Data science expert Venkat Raman, co-founder of Aryma Labs, shared in an earlier LinkedIn posting several scenarios that could lead to an applicant being rejected for stating these things, particularly when being interviewed by a skilled statistician or data scientist.

The Procedure of logistic regression is not a regression but rather a classification algorithm:

There are many misperceptions regarding logistic regression. Many researchers believe that regression within logistic regression is an oxymoron. Logistic regression is a method of analysis that can be utilized to determine regression, or in any other way, one could utilize it without setting an arbitrary cut-off point.

“Calling logistic regression a classification algorithm and believing it to be for ‘classification purpose only’ is akin to a person carrying a wheelbarrow on his head without even realizing that it can be rolled,” Raman said. Raman.

A ‘P-value’ is the probability that a result can be obtained by pure chance:

The authors of a research paper entitled ‘ Statistical tests, P values, confidence intervals and the power of a guide for misconceptions’ stress the importance of following spelled out analysis procedures to avoid small P values, even when the test hypothesis declared is accurate. It can also cause significant P values even when the hypothesis is incorrect.

The Null hypothesis is accepted:

“We often come across YouTube videos, blogs, posts, and private courses wherein, they say, we accept the null hypothesis instead of saying ‘we fail to reject the null hypothesis,'” said Raman. He stated that if you corrected the facts, they’d declare, what’s the major difference? — The opposite of rejecting the non-null” is accepting that null.

Similarly, Raman said it’s not as simple as it seems, and we must be able to see beyond this and comprehend one key concept — Popperian falsification. This concept explains why we use the phrase “failure to reject the null.”

It is believed that the Popperian Falsification implies that science is never settled; it is constantly evolving or changing. That is, science-based theories that are considered to be sacrosanct today could be disproved in the future. So, in this way, scientists do not proclaim that X theory is correct; instead, they attempt to prove that “theory X is false. It’s a falsification. This is where the concept of “we fail to disprove the null’ enters play.

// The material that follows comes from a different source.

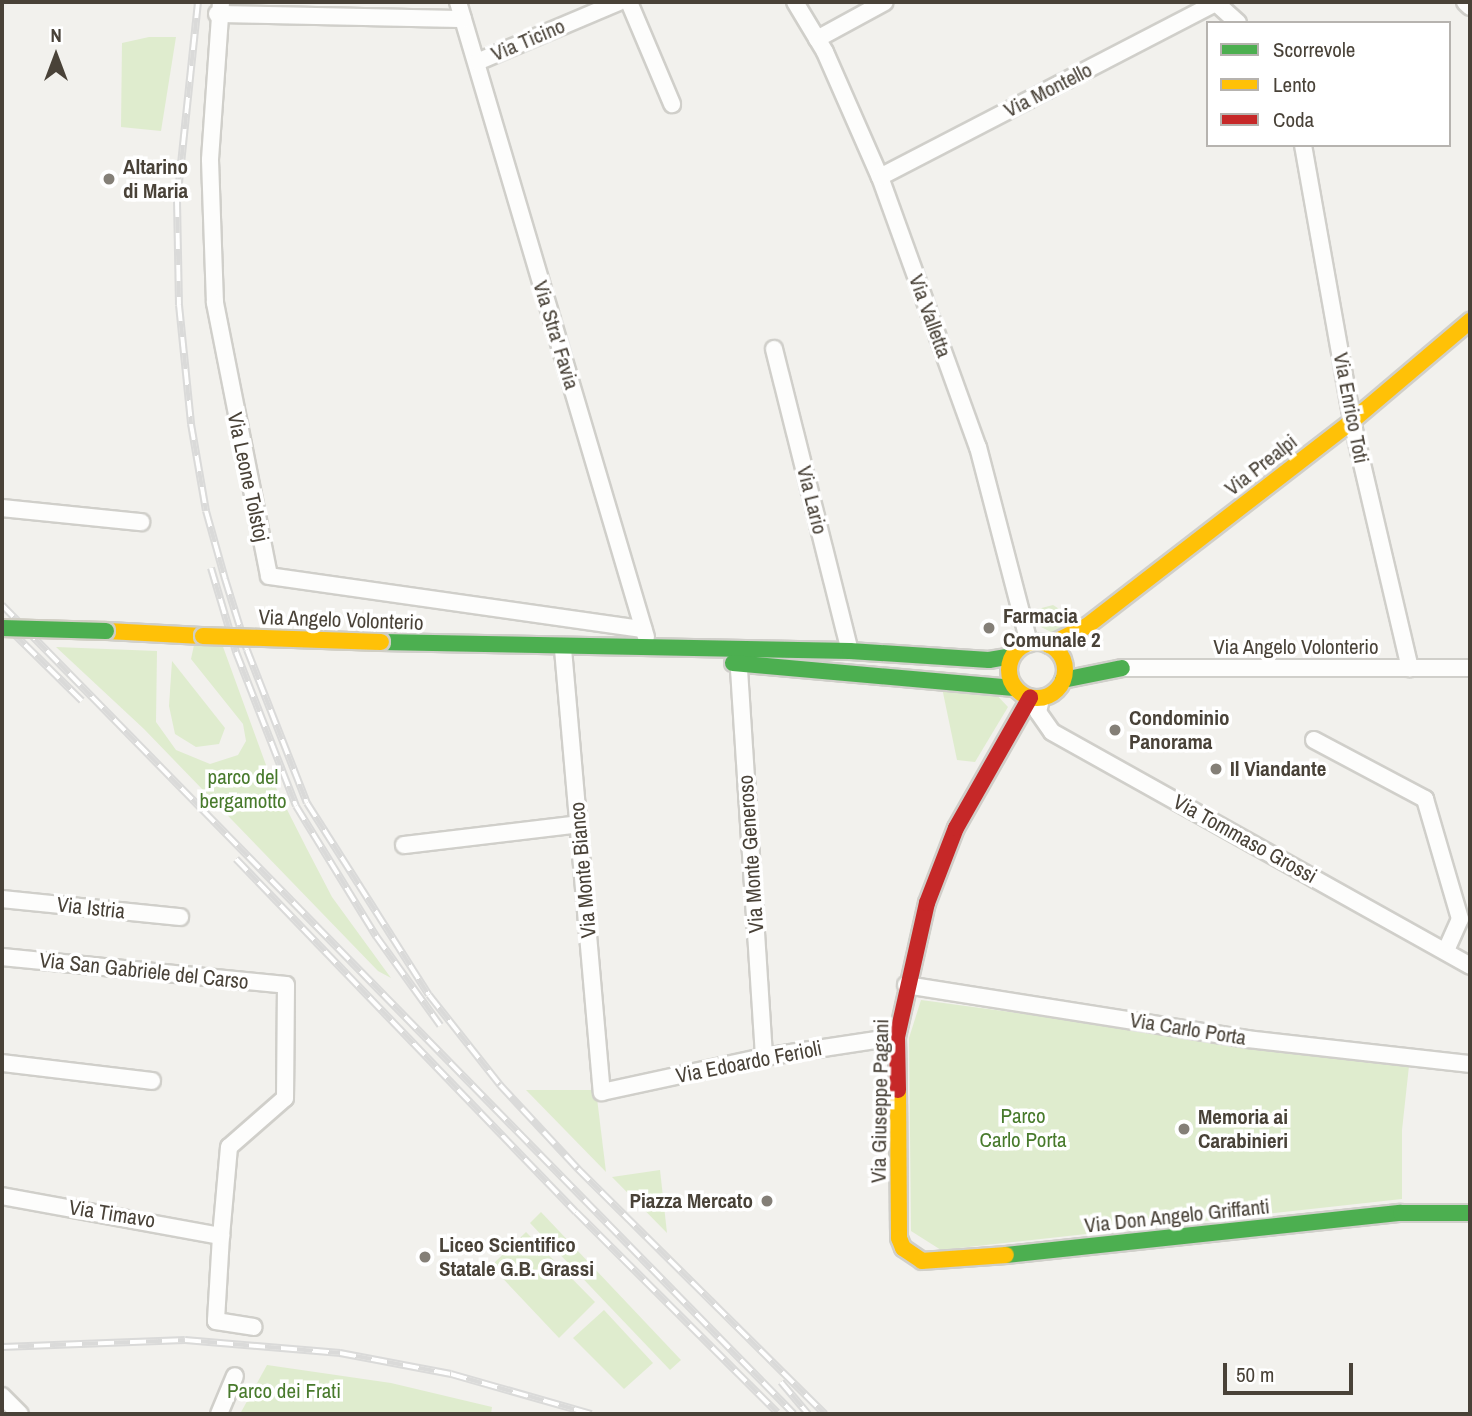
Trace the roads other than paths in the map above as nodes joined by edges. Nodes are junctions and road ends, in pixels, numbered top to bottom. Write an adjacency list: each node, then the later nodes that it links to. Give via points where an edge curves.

If we accept the null hypothesis, we cannot establish that theory X is not valid. “But, does that mean ‘theory X is correct?’ No, somebody smarter in the future could prove theory X is wrong,” declared Raman. There is always the possibility of that happening.

Regression using stepwise methods:

Stepwise regression is an iterative process of building the stepwise regression model, which involves choosing independent variables in the final model. It usually involves removing or adding explanation variables over time and evaluating their statistical significance at the end of each.

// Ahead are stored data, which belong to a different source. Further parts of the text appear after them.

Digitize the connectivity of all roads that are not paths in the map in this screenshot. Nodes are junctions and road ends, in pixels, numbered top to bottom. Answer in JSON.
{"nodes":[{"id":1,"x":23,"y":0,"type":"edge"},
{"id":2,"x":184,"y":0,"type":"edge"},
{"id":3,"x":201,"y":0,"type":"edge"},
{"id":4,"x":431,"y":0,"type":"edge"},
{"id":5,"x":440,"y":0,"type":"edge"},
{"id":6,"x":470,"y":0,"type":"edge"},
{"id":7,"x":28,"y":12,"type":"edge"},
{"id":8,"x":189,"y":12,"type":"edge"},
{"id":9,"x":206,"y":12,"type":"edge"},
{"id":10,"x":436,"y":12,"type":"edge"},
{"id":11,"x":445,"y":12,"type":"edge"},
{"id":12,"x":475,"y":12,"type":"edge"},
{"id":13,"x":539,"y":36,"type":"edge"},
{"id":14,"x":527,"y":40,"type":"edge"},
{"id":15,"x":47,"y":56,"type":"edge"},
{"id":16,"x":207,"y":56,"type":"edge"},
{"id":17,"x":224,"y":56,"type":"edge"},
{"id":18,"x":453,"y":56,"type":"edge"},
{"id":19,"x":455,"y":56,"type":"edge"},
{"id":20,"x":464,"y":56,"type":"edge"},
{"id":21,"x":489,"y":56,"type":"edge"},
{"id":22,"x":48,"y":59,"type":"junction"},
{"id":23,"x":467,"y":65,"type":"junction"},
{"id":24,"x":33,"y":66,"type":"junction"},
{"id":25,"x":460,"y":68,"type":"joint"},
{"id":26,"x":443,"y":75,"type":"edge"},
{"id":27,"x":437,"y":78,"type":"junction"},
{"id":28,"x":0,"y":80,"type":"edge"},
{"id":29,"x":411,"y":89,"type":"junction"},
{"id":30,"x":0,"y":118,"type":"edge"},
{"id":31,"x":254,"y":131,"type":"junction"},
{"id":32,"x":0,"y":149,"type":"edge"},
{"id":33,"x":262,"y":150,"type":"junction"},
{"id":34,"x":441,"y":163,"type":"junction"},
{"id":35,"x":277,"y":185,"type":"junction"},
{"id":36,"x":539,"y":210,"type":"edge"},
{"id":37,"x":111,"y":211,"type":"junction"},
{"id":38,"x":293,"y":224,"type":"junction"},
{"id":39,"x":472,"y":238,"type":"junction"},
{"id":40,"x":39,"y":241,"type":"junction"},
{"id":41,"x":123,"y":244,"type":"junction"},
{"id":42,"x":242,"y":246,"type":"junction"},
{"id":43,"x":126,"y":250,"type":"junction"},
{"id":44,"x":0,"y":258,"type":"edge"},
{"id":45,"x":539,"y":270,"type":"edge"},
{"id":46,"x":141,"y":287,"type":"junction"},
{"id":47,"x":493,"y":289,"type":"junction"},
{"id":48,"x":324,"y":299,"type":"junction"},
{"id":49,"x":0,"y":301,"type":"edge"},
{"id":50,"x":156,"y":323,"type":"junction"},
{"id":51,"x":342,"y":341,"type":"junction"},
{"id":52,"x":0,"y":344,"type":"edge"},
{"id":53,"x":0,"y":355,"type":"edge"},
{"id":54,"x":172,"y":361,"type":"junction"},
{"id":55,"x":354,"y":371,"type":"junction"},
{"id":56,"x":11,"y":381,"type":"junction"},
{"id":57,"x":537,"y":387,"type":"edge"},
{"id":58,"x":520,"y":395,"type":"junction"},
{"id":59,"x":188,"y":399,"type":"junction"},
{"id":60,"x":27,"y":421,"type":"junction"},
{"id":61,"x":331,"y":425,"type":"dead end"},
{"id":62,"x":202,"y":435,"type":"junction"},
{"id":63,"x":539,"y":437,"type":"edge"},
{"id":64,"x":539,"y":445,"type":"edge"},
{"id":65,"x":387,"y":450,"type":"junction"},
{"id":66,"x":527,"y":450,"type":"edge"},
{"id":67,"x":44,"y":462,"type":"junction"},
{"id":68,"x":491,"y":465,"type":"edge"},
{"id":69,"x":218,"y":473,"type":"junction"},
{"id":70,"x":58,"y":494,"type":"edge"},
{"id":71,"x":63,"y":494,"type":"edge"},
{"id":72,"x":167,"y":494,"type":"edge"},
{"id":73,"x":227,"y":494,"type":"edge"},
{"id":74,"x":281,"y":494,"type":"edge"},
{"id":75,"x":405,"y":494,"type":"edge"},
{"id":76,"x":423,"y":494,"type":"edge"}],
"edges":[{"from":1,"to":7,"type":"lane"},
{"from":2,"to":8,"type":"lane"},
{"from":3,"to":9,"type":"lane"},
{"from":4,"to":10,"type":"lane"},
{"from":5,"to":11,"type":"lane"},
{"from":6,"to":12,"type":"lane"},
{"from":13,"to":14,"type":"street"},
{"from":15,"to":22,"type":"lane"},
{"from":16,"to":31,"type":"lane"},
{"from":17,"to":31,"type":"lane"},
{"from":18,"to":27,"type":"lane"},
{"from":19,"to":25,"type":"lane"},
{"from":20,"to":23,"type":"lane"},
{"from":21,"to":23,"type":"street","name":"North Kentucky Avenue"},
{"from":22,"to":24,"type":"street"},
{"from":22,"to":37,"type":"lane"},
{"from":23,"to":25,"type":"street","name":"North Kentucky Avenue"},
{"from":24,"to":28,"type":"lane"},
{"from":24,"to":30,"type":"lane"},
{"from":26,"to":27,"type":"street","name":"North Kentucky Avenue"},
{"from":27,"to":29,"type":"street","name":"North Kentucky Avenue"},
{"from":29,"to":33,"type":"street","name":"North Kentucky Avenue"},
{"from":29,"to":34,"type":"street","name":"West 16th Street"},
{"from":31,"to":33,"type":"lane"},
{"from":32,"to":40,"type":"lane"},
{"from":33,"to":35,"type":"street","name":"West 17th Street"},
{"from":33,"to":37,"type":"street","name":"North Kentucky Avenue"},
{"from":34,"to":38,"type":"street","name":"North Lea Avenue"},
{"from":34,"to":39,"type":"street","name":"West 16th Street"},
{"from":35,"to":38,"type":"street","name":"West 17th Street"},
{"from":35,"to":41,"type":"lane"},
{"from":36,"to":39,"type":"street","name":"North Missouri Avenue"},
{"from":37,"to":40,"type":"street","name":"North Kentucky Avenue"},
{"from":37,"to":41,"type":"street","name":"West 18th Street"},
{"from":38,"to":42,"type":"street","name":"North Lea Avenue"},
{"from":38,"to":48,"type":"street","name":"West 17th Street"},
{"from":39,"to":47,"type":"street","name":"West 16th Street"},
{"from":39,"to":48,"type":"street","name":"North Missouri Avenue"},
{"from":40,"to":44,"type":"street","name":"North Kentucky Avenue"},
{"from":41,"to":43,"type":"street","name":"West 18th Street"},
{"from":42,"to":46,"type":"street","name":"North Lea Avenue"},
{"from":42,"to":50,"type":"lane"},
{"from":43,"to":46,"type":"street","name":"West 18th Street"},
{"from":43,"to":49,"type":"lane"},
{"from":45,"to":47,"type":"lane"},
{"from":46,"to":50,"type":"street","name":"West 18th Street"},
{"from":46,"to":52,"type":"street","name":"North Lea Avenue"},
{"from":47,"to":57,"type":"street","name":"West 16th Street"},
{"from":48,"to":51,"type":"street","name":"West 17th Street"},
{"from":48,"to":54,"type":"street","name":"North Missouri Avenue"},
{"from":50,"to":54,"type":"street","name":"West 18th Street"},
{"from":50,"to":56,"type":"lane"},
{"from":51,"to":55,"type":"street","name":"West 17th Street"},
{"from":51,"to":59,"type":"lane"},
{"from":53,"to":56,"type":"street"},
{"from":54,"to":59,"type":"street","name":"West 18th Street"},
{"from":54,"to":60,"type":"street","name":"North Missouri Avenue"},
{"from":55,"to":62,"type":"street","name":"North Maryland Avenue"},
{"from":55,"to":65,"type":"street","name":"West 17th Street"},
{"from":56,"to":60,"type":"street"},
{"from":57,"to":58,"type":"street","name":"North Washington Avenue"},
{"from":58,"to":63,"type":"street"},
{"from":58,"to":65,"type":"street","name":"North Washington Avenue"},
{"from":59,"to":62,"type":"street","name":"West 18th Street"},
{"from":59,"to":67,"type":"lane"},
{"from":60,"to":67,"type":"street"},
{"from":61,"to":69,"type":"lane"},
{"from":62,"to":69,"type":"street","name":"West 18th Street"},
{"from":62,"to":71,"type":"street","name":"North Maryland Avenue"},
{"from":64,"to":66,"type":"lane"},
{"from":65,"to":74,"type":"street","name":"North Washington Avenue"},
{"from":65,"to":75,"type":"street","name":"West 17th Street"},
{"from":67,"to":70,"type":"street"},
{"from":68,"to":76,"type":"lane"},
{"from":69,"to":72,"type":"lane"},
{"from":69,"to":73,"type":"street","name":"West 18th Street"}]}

Models are tested on the data, and you choose one based on an accuracy metric using a low coding library: 

If you test every model in blind faith and then pick one based on certain precision metrics, Raman said that you’re not doing data science. You are simply playing the system.

He also said that If you weren’t sure of the correct variables to use in your model, you’d not know even after having some variables from the ML/stat feature selection process. “Just that you would falsely convince yourself that ‘these features that you have gotten are important'” he said.

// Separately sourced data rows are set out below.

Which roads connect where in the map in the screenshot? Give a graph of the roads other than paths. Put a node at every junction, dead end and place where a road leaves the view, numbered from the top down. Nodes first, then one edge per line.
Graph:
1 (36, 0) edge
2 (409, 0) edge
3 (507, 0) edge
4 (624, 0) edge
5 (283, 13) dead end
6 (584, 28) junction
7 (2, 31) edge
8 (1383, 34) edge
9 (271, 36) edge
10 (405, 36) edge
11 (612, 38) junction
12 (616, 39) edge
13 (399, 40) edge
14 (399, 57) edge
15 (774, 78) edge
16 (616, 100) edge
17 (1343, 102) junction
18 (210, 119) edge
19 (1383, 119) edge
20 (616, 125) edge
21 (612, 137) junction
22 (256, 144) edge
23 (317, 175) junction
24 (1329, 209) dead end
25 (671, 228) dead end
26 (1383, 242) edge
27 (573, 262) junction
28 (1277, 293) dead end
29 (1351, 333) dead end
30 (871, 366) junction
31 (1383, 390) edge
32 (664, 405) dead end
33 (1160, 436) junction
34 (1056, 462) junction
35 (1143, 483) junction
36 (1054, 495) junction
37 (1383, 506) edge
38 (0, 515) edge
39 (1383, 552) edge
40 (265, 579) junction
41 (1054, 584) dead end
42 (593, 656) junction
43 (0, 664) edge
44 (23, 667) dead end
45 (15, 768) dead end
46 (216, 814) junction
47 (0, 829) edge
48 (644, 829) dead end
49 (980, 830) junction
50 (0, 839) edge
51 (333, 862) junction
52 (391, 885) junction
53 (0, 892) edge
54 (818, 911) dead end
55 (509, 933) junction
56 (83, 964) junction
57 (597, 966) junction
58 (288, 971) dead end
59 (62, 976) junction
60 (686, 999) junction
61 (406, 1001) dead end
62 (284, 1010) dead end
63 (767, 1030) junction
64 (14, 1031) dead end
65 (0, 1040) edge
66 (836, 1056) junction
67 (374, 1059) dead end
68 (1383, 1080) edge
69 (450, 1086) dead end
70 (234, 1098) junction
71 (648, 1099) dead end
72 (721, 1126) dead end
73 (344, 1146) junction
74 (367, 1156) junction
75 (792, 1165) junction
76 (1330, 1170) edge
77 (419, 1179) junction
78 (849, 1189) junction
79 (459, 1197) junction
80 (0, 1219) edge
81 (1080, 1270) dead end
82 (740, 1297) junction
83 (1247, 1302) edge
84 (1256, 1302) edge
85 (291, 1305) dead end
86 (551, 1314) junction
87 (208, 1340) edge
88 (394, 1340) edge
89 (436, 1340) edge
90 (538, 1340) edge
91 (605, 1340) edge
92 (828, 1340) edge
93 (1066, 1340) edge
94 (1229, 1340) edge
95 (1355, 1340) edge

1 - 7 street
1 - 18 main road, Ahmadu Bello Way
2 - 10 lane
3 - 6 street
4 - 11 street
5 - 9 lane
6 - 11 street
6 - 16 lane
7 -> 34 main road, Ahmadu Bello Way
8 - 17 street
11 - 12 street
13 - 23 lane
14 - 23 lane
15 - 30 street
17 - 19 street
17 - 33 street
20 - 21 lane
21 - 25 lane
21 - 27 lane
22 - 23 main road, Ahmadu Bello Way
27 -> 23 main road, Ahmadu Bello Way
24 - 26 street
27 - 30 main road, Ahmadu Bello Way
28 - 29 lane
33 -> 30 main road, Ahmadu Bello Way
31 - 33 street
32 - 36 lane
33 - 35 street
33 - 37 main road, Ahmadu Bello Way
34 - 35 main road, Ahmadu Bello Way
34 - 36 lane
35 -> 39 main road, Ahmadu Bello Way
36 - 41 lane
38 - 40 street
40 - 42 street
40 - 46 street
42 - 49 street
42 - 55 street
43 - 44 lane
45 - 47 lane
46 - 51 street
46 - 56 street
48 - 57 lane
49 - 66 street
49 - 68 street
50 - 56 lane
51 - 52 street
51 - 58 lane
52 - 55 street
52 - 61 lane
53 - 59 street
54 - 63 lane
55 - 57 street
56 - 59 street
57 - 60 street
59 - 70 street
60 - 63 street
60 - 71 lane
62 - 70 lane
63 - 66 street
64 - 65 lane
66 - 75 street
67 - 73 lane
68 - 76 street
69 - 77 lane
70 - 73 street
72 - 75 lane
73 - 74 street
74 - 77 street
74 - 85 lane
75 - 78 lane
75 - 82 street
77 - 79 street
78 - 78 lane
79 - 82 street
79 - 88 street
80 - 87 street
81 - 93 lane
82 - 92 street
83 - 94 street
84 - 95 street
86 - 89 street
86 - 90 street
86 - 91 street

He also said that applying data science to your business is a serious field that requires us to be aware of what we’re doing. Understanding the basics of math and statistics can help. “We aren’t necessarily scientists in the strictest sense. “But, at least to do justice to the word ‘science’ in data science,” Raman said. Raman in a suggestion for the following method:

  1. One must think of and consider the issues deeply.
  2. Select features based on the domain expertise (or speak to experts in the field before making a decision).
  3. Be aware of how models function under the hood.
  4. Be aware of the advantages and disadvantages of using an algorithm or technique to information.

“AI could become an industry worth billions of dollars or even a trillion-dollar business, but only when the data science is done correctly. If it is not done correctly, it will result in discontent and less acceptance,” Raman said. Raman.

Concluding:

In addition to the above, experts say other things could make you unqualified for an interview in data science. As stated by Health IQ VP – product management Praful Krishna Some of them are:

  • Inability to display the technical inclination of one’s mind on paper.
  • Inability to solve basic equations or solve puzzles, and so on.
  • Inability to comprehend fundamental statistical concepts such as Naive Bayes.
  • Inability to be proactive in the scenarios that pose problems about calculations and methods that are redundant.
  • Inability to communicate with the interviewer, possibly due to the ego or aggressive personality of the applicant.

A failure to comprehend how to analyze quality data could also result in a rejection. Expert in technology Allen Woods said there is only one constant: garbage in garbage out (GIGO). If people aren’t aware of the significance of that, all analysis techniques worldwide are nothing, he stated.

“So one of the key questions is what actions do you follow to verify and validate your data, and in the process, how do you identify and address any shortcomings within the boundary of the observation? And if a component of the solution to shortfalls in observation is the introduction of new data formats, What would be the effect in terms of the coverage, in the case of graph schemas in terms of its shape? It’s not only about the statistical method,” said Woods.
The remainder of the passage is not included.